Pitt earned a bachelor of math degree at the University of Lancaster in England before moving to the United States in 2001. Now in her second year at NHTI, Pitt is studying for a dual major in health science and general studies. With only three classes to complete before finishing her curriculum, she is also an editor for NHTI’s student journal The Eye which features student work like research papers and projects. Additionally, Pitt was the treasurer of the social science club.

“I never got any academic awards before this semester, and certainly never dreamed when I started this journey that I would ever be standing in front of a crowd of people like this,” Pitt said during her address to the audience. “Stepping out of my comfort zone really paid off.”

With four grown children, revisiting college after her time in England seemed like a pipe dream for Pitt, who chose to attend NHTI after visiting the campus with her youngest son when he was accepted to the college.
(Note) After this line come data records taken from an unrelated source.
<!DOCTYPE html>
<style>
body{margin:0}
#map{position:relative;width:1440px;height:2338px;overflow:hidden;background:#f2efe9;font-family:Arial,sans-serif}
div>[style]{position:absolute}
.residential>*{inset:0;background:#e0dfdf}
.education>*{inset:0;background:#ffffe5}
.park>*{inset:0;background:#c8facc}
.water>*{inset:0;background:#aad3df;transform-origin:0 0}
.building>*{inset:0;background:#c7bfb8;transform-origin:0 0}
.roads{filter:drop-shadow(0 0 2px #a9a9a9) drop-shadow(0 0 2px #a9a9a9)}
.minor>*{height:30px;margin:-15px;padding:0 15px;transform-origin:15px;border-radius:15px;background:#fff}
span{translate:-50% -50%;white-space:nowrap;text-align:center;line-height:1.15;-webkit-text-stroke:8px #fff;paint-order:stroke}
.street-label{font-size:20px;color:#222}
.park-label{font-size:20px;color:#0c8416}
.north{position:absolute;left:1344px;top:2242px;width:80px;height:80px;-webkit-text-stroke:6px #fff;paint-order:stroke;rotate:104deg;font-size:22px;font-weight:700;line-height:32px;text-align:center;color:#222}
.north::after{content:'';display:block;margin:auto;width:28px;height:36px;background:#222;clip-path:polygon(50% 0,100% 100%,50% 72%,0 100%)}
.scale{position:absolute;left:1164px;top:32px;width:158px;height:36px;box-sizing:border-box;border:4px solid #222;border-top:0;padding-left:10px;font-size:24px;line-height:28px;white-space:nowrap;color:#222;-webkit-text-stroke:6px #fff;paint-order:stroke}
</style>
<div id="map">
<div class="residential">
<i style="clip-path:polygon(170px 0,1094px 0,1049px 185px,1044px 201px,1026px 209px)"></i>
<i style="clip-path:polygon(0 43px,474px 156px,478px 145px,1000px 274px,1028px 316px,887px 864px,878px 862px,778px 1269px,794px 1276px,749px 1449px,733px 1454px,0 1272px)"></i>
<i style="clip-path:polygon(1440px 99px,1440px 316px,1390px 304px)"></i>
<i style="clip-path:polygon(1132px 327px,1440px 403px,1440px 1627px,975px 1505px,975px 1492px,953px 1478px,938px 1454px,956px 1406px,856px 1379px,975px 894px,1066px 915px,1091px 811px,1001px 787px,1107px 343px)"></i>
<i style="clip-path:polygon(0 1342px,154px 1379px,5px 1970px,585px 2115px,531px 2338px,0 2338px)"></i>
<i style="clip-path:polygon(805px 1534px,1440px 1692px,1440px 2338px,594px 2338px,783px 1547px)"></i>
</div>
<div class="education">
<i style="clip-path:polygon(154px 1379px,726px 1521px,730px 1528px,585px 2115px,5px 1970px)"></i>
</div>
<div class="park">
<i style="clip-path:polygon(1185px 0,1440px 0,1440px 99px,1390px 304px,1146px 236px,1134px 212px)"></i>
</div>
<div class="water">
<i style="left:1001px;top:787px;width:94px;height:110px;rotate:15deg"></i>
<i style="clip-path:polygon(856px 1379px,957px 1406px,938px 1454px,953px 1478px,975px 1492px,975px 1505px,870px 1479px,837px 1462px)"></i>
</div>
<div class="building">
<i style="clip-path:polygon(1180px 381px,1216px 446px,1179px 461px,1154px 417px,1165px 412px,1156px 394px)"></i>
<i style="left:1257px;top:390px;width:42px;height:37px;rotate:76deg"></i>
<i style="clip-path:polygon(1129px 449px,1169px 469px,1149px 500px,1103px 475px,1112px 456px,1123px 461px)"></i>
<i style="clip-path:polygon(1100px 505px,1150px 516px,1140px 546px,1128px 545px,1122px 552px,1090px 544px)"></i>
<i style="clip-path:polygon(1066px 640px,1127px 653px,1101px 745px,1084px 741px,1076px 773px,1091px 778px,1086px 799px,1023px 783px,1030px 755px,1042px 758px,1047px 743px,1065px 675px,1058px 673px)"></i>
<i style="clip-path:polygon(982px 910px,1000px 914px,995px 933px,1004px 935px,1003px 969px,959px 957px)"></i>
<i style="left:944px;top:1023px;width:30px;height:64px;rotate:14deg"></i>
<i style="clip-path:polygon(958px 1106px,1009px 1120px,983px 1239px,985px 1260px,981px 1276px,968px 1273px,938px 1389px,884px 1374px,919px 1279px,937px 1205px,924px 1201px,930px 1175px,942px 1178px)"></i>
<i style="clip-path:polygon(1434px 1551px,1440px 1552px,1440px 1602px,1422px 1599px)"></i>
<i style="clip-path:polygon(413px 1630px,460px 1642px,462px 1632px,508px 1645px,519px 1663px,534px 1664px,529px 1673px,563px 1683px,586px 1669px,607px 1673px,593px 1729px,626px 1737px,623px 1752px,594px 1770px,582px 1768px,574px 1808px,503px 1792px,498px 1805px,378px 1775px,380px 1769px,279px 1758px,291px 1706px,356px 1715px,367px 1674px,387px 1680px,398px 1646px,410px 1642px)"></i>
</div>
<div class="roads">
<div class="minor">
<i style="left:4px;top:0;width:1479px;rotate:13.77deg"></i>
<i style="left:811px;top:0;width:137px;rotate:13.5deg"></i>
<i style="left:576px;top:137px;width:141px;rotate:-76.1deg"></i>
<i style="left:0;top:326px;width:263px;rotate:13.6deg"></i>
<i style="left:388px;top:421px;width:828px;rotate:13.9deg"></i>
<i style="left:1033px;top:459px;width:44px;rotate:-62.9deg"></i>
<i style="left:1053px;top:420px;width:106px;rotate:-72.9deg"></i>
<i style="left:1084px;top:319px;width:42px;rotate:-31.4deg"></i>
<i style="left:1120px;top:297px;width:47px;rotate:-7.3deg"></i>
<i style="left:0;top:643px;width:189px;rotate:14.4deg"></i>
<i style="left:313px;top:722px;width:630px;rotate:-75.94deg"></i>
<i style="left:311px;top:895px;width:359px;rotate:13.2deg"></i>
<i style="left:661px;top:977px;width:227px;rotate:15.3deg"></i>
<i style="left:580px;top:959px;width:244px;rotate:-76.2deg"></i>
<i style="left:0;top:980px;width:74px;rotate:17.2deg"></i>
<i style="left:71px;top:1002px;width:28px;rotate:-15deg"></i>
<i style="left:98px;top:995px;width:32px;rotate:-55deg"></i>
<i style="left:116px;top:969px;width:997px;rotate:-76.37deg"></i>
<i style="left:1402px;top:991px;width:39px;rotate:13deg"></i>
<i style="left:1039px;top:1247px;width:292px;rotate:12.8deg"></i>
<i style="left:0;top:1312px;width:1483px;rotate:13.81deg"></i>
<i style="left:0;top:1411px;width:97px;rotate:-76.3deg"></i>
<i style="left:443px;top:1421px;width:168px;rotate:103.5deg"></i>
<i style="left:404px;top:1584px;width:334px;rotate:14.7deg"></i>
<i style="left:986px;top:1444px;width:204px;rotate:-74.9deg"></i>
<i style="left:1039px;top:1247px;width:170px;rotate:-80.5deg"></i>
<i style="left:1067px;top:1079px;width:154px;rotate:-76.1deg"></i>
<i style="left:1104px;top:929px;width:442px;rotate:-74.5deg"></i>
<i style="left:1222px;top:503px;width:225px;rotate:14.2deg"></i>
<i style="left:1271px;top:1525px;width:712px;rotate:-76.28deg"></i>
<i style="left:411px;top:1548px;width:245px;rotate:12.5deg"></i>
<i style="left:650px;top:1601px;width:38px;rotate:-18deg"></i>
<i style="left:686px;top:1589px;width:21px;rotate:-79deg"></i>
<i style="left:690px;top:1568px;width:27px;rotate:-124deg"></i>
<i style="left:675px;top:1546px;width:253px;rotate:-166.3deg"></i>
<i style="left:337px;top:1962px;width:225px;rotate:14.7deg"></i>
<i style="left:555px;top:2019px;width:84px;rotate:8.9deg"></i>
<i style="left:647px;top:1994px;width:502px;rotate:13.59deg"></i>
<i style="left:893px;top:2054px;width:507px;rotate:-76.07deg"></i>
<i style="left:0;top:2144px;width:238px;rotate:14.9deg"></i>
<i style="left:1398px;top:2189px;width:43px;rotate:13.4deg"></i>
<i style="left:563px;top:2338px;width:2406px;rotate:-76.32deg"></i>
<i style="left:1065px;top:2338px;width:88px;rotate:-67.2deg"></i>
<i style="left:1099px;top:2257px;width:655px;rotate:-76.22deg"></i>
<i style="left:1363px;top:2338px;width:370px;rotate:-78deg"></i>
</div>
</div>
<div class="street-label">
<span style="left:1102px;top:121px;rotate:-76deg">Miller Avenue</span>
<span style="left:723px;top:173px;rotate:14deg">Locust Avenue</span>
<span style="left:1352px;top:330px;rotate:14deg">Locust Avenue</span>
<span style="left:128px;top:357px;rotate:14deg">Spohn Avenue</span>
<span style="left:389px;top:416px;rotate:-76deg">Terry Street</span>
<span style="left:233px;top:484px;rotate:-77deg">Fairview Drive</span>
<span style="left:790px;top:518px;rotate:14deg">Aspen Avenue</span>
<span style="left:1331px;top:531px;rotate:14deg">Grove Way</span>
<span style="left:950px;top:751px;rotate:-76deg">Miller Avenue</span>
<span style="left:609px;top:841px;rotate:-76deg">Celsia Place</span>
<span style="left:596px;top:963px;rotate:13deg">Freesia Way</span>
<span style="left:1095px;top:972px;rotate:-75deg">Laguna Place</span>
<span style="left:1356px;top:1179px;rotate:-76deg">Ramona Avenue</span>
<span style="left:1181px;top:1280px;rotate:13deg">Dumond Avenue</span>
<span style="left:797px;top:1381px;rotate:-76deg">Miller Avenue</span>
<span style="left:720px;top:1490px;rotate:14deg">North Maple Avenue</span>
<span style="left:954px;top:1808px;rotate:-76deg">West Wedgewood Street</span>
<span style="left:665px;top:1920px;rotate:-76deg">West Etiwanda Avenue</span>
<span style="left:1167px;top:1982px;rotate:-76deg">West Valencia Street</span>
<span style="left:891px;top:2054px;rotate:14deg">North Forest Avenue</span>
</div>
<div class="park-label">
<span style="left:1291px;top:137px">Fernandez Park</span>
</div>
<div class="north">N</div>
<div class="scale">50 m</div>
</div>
Even though the “sake of learning” was also a factor in her decision to return to college, Pitt was extremely happy with her choice. All the while, Pitt earned a 4.0 GPA.

“Your children still need you, but not in the same way,” Pitt said during her speech. “I had spent over 20 years being a mom and had long ago given up my career. I honestly felt a little stupid and sort of redundant. My life needed a new direction.”

Mariem Hassan, 19, of Derry was honored at graduation as the outstanding senior in electrical engineering technology. Hassan is one of a handful of women in EET at NHTI. Both she and Dunton recognize the need for more women to be involved in the engineering field. Hassan’s father is an electrical engineer and was her main motivator to seek a degree in EET.

Hassan will be attending UNH’s Durham campus in the fall as a junior utilizing NHTI’s “2+2” program that allows students to transfer credits to UNH for the completion of a traditional four-year degree. This program also allows Hassan to save some money, “I want to say like 20 grand,” she laughed.

During her time at NHTI, Hassan has been an intern with BAE Systems and will continue working with them in future. She said the biggest lesson she’s taken away from NHTI was that, “Even if it gets hard, you just have to keep pulling through because in the end it’s really going to be worth it.”

For Mullen, one of the main reasons why he chose to attend NHTI was the faculty members.

“The professors are very willing to help as long as the students are willing to ask for help. They really want students to go above and beyond,” Mullen said.

Financially, NHTI was also a much better option for Mullen. “It’s a fantastic value for the money,” he said. Mullen was able to pay his way through NHTI with no financial aid and graduated with “very little debt.”